● **YOUR TASK**:
Repeat each entry below exactly.

[Saved entries]
Start of Block

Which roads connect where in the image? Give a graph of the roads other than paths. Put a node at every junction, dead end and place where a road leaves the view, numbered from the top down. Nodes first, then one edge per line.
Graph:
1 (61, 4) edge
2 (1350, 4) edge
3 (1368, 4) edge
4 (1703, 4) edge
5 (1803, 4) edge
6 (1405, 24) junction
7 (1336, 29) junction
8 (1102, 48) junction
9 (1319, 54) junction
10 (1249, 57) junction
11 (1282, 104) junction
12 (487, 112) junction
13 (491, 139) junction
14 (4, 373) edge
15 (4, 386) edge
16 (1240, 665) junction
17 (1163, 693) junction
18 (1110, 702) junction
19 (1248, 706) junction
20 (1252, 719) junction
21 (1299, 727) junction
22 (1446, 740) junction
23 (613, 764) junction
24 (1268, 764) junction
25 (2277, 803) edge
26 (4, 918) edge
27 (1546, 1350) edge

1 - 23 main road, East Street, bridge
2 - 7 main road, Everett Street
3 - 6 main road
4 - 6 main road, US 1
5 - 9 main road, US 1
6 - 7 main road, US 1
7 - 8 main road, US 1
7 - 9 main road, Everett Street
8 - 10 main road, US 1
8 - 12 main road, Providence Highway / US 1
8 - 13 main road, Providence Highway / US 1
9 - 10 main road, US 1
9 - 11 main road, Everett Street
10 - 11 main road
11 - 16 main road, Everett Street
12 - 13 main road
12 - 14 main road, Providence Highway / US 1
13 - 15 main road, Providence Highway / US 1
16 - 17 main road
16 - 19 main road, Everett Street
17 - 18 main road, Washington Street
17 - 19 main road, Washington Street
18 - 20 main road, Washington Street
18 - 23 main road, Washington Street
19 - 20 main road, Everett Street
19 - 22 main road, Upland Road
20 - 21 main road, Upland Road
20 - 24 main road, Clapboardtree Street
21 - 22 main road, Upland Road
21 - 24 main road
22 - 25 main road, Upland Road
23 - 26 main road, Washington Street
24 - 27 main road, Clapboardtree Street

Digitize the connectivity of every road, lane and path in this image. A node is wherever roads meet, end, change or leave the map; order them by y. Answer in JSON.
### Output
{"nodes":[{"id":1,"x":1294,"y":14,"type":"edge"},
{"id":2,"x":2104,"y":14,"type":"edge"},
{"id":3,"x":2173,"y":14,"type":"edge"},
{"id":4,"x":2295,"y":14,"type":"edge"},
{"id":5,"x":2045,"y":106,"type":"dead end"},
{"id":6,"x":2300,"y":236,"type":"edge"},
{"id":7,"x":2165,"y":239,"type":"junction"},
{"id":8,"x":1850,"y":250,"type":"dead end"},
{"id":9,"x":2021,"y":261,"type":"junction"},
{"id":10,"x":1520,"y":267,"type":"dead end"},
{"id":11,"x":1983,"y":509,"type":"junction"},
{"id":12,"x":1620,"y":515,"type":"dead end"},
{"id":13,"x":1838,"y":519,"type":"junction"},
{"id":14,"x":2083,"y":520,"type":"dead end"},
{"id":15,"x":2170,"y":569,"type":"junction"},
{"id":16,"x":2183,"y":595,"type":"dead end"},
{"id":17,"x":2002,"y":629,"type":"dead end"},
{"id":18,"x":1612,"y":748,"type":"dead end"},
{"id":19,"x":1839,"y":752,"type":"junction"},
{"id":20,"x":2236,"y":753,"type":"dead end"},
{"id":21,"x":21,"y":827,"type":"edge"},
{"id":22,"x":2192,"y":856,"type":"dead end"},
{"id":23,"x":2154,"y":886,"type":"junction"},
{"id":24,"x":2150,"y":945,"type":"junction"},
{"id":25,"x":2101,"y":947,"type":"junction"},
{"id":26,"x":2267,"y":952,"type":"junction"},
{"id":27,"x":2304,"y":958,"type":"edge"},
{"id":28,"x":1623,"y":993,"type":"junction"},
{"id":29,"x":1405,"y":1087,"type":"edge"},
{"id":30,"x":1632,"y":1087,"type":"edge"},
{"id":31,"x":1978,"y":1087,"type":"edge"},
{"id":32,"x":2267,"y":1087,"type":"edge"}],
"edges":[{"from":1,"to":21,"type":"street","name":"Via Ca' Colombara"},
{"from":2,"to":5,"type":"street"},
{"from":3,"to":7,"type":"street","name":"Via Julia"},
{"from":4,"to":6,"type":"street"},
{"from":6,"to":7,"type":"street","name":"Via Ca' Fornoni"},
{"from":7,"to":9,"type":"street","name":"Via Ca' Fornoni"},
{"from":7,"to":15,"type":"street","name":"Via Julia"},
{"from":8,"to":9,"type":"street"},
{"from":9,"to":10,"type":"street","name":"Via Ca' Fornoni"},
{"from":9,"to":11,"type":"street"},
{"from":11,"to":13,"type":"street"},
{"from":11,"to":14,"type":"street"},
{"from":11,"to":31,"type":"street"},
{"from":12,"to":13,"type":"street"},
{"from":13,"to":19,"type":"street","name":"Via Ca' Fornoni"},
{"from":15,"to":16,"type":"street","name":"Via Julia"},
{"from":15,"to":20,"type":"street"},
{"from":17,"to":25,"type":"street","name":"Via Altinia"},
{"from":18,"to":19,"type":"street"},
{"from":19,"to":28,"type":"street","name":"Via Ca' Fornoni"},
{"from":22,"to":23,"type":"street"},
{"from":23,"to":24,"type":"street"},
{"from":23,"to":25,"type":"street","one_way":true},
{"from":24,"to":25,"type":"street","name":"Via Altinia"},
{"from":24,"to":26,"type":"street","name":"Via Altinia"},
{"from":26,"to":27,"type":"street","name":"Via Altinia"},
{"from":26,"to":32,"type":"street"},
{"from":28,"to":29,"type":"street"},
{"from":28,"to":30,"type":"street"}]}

End of Block

● **EXPECTED ANSWER**:
Which roads connect where in the image? Give a graph of the roads other than paths. Put a node at every junction, dead end and place where a road leaves the view, numbered from the top down. Nodes first, then one edge per line.
Graph:
1 (61, 4) edge
2 (1350, 4) edge
3 (1368, 4) edge
4 (1703, 4) edge
5 (1803, 4) edge
6 (1405, 24) junction
7 (1336, 29) junction
8 (1102, 48) junction
9 (1319, 54) junction
10 (1249, 57) junction
11 (1282, 104) junction
12 (487, 112) junction
13 (491, 139) junction
14 (4, 373) edge
15 (4, 386) edge
16 (1240, 665) junction
17 (1163, 693) junction
18 (1110, 702) junction
19 (1248, 706) junction
20 (1252, 719) junction
21 (1299, 727) junction
22 (1446, 740) junction
23 (613, 764) junction
24 (1268, 764) junction
25 (2277, 803) edge
26 (4, 918) edge
27 (1546, 1350) edge

1 - 23 main road, East Street, bridge
2 - 7 main road, Everett Street
3 - 6 main road
4 - 6 main road, US 1
5 - 9 main road, US 1
6 - 7 main road, US 1
7 - 8 main road, US 1
7 - 9 main road, Everett Street
8 - 10 main road, US 1
8 - 12 main road, Providence Highway / US 1
8 - 13 main road, Providence Highway / US 1
9 - 10 main road, US 1
9 - 11 main road, Everett Street
10 - 11 main road
11 - 16 main road, Everett Street
12 - 13 main road
12 - 14 main road, Providence Highway / US 1
13 - 15 main road, Providence Highway / US 1
16 - 17 main road
16 - 19 main road, Everett Street
17 - 18 main road, Washington Street
17 - 19 main road, Washington Street
18 - 20 main road, Washington Street
18 - 23 main road, Washington Street
19 - 20 main road, Everett Street
19 - 22 main road, Upland Road
20 - 21 main road, Upland Road
20 - 24 main road, Clapboardtree Street
21 - 22 main road, Upland Road
21 - 24 main road
22 - 25 main road, Upland Road
23 - 26 main road, Washington Street
24 - 27 main road, Clapboardtree Street

Digitize the connectivity of every road, lane and path in this image. A node is wherever roads meet, end, change or leave the map; order them by y. Answer in JSON.
### Output
{"nodes":[{"id":1,"x":1294,"y":14,"type":"edge"},
{"id":2,"x":2104,"y":14,"type":"edge"},
{"id":3,"x":2173,"y":14,"type":"edge"},
{"id":4,"x":2295,"y":14,"type":"edge"},
{"id":5,"x":2045,"y":106,"type":"dead end"},
{"id":6,"x":2300,"y":236,"type":"edge"},
{"id":7,"x":2165,"y":239,"type":"junction"},
{"id":8,"x":1850,"y":250,"type":"dead end"},
{"id":9,"x":2021,"y":261,"type":"junction"},
{"id":10,"x":1520,"y":267,"type":"dead end"},
{"id":11,"x":1983,"y":509,"type":"junction"},
{"id":12,"x":1620,"y":515,"type":"dead end"},
{"id":13,"x":1838,"y":519,"type":"junction"},
{"id":14,"x":2083,"y":520,"type":"dead end"},
{"id":15,"x":2170,"y":569,"type":"junction"},
{"id":16,"x":2183,"y":595,"type":"dead end"},
{"id":17,"x":2002,"y":629,"type":"dead end"},
{"id":18,"x":1612,"y":748,"type":"dead end"},
{"id":19,"x":1839,"y":752,"type":"junction"},
{"id":20,"x":2236,"y":753,"type":"dead end"},
{"id":21,"x":21,"y":827,"type":"edge"},
{"id":22,"x":2192,"y":856,"type":"dead end"},
{"id":23,"x":2154,"y":886,"type":"junction"},
{"id":24,"x":2150,"y":945,"type":"junction"},
{"id":25,"x":2101,"y":947,"type":"junction"},
{"id":26,"x":2267,"y":952,"type":"junction"},
{"id":27,"x":2304,"y":958,"type":"edge"},
{"id":28,"x":1623,"y":993,"type":"junction"},
{"id":29,"x":1405,"y":1087,"type":"edge"},
{"id":30,"x":1632,"y":1087,"type":"edge"},
{"id":31,"x":1978,"y":1087,"type":"edge"},
{"id":32,"x":2267,"y":1087,"type":"edge"}],
"edges":[{"from":1,"to":21,"type":"street","name":"Via Ca' Colombara"},
{"from":2,"to":5,"type":"street"},
{"from":3,"to":7,"type":"street","name":"Via Julia"},
{"from":4,"to":6,"type":"street"},
{"from":6,"to":7,"type":"street","name":"Via Ca' Fornoni"},
{"from":7,"to":9,"type":"street","name":"Via Ca' Fornoni"},
{"from":7,"to":15,"type":"street","name":"Via Julia"},
{"from":8,"to":9,"type":"street"},
{"from":9,"to":10,"type":"street","name":"Via Ca' Fornoni"},
{"from":9,"to":11,"type":"street"},
{"from":11,"to":13,"type":"street"},
{"from":11,"to":14,"type":"street"},
{"from":11,"to":31,"type":"street"},
{"from":12,"to":13,"type":"street"},
{"from":13,"to":19,"type":"street","name":"Via Ca' Fornoni"},
{"from":15,"to":16,"type":"street","name":"Via Julia"},
{"from":15,"to":20,"type":"street"},
{"from":17,"to":25,"type":"street","name":"Via Altinia"},
{"from":18,"to":19,"type":"street"},
{"from":19,"to":28,"type":"street","name":"Via Ca' Fornoni"},
{"from":22,"to":23,"type":"street"},
{"from":23,"to":24,"type":"street"},
{"from":23,"to":25,"type":"street","one_way":true},
{"from":24,"to":25,"type":"street","name":"Via Altinia"},
{"from":24,"to":26,"type":"street","name":"Via Altinia"},
{"from":26,"to":27,"type":"street","name":"Via Altinia"},
{"from":26,"to":32,"type":"street"},
{"from":28,"to":29,"type":"street"},
{"from":28,"to":30,"type":"street"}]}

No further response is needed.